Let $n \neq 0$. For every sequence of integers

$A = a_0,a_1,a_2,\dots, a_n$

satisfying $0 \le a_i \le i$, for $i=0,\dots,n$, define another sequence

$t(A)= t(a_0), t(a_1), t(a_2), \dots, t(a_n)$

by setting $t(a_i)$ to be the number of terms in the sequence $A$ that precede the term $a_i$ and are different from $a_i$. Show that, starting from any sequence $A$ as above, fewer than $n$ applications of the transformation $t$ lead to a sequence $B$ such that $t(B) = B$.

## Solution

Consider some sequence $C = c_0, \ldots, c_n$ as the image of $A$ after $t$ has been applied some finite number of times.
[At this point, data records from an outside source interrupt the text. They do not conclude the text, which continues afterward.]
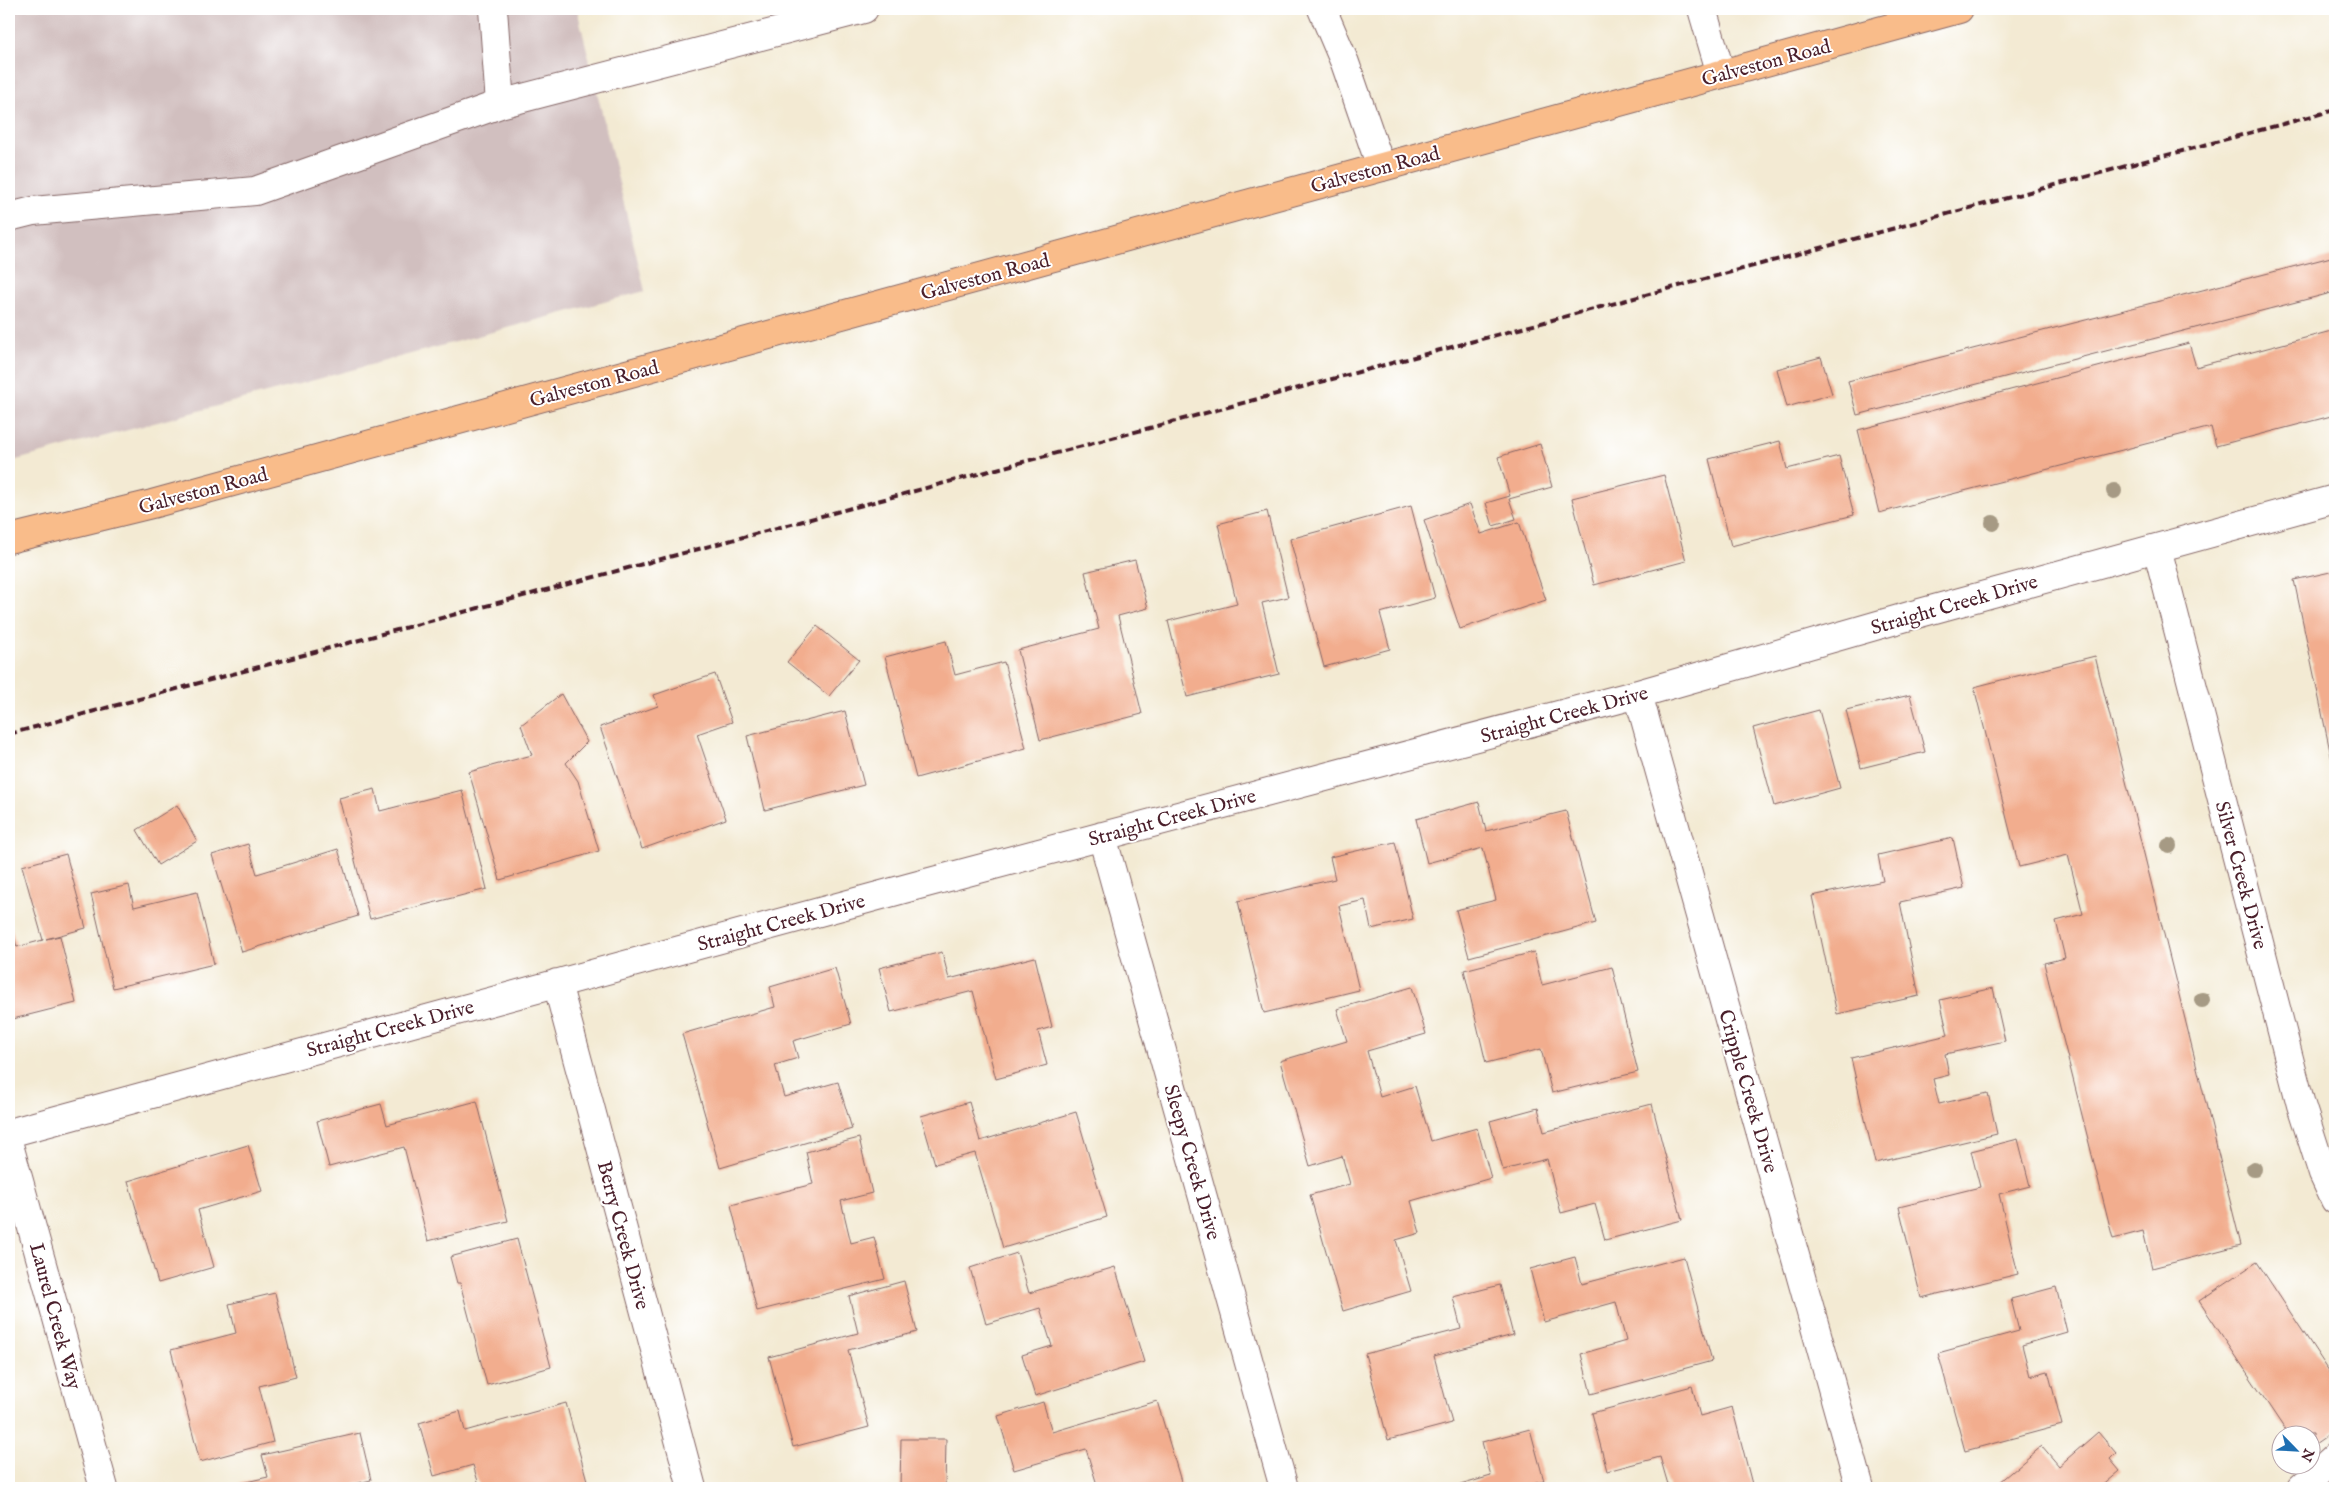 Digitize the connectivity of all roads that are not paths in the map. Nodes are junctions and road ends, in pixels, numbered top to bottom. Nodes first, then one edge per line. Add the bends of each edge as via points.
1 (493, 9) edge
2 (864, 9) edge
3 (1322, 9) edge
4 (1702, 9) edge
5 (1959, 9) edge
6 (1721, 74) junction
7 (500, 104) junction
8 (1381, 167) junction
9 (9, 217) edge
10 (2335, 499) edge
11 (9, 539) edge
12 (2157, 548) junction
13 (1638, 694) junction
14 (1102, 836) junction
15 (557, 983) junction
16 (9, 1133) edge
17 (9, 1145) edge
18 (2335, 1200) edge
19 (2335, 1457) edge
20 (104, 1488) edge
21 (692, 1488) edge
22 (1284, 1488) edge
23 (1860, 1488) edge
24 (2301, 1488) edge

1 - 7 street
2 - 7 street
3 - 8 street via 1345,62
4 - 6 street
5 - 6 main road, Galveston Road
6 - 8 main road, Galveston Road
7 - 9 street via 255,191 33,211
8 - 11 main road, Galveston Road via 152,504
10 - 12 street, Straight Creek Drive
12 - 13 street, Straight Creek Drive
12 - 18 street, Silver Creek Drive via 2302,1105 2323,1174
13 - 14 street, Straight Creek Drive
13 - 23 street, Cripple Creek Drive
14 - 15 street, Straight Creek Drive
14 - 22 street, Sleepy Creek Drive
15 - 16 street, Straight Creek Drive
15 - 21 street, Berry Creek Drive
17 - 20 street, Laurel Creek Way
19 - 24 street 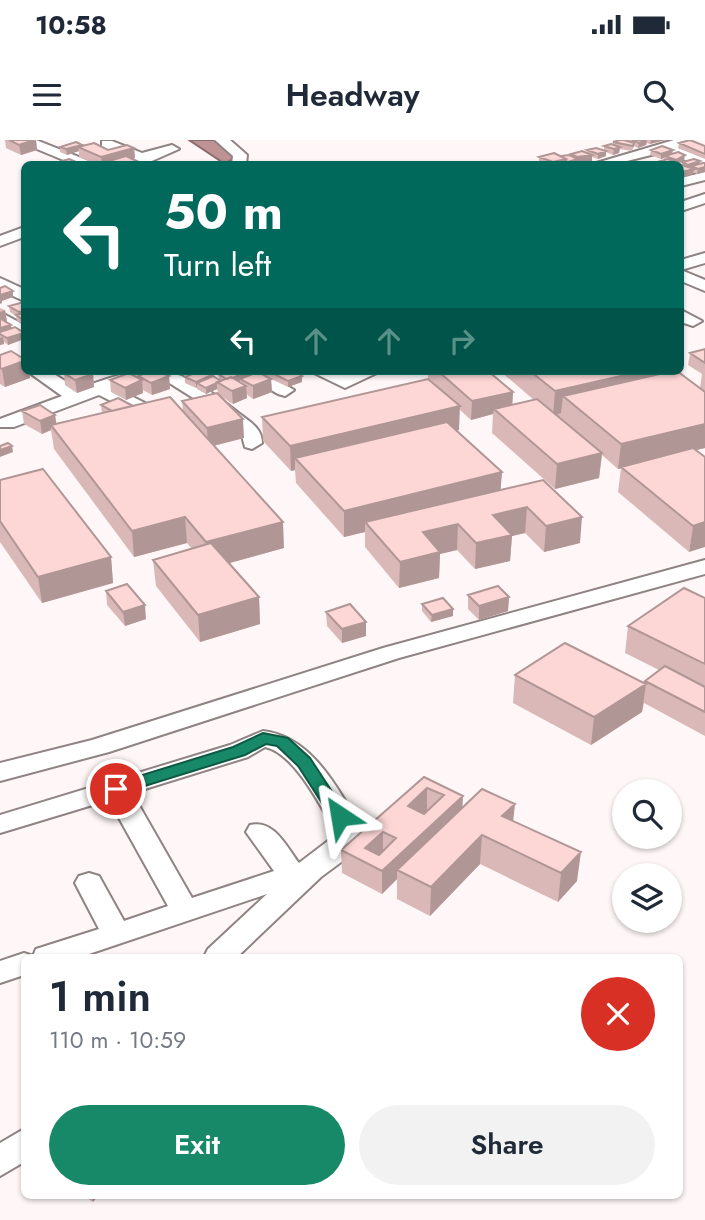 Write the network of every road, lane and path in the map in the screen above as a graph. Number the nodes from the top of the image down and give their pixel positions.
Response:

Lemma 1. If $t(c_k) = c_k = j$, then ${} c_j = \cdots = c_{j+i} = \cdots = c_k = j$ ($0 \le i \le k-j$).

Proof. Since the $j$ terms $c_0, \ldots, c_{j-1}$ are all less than $j$, no other terms that precede $c_{k}$ can be unequal to $c_k$. The lemma follows.

Lemma 2. If $t(c_k) = c_k = j$, then $t^2(c_k) = t(c_k)$ (where $f^2(x) = f(f(x))$).

Proof. Since only $i$ terms precede the term $c_i$, we will have $t^m(c_i) \le i$, for any integer $m$. This means that we will always have $t^m (c_0), \ldots, t^m (c_{j-1}) < j$. This means that $c_j = t(c_j) = \cdots = c_k = t(c_k)$, and the lemma follows by iteration.

Thus we may regard a term $c_k$ as stable if $t(c_k) = c_k$. We will call a sequence stable if all of its terms are stable.

Lemma 3. If $c_k =j$ is not stable, then $t(c_k) > c_k$.

Proof. We have $c_0, \ldots, c_{j-1} < j$, so we always have $t(c_k) \ge c_k$. Equality implies that $c_k$ is stable.

We will now prove the problem by induction. For the base case, $n=1$, we have either 0,0 or 0,1, both of which are stable. Now, suppose that $t^{n-2}(a_0), \ldots, t^{n-2}(a_{n-1})$ are stable. We must then have $t^{n-2}(a_n) \in \{ n-2, n-1, n\}$. If $t^{n-2}(a_n) = n$, then it is already stable. If $t^{n-2}(a_n) = n-1$, then either it is already stable or $t^{n-1}(a_n) = n$, which is stable. If $t^{n-2}(a_n) = t^{n-2}(a_{n-1})$, then $t^{n-2}(a_n)$ must already be stable. The only possibilities remaining are $t^{n-2}(a_n) = n-2, t^{n-2}(a_{n-1}) = n-1$ and $t^{n-2}(a_n) = n-2, t^{n-2}(a_{n-1}) < n-2$. In the first case, we must have $t^{n-1}(a_n)$ equal to $n-1$ or $n$, both of which will make it stable. In the second case, we must have $t^{n-2}(a_{n-2}) = t^{n-2}(a_{n-1}) < n-2$, giving us $t^{n-1}(a_n) = n$, which will make it stable. Thus the induction is complete.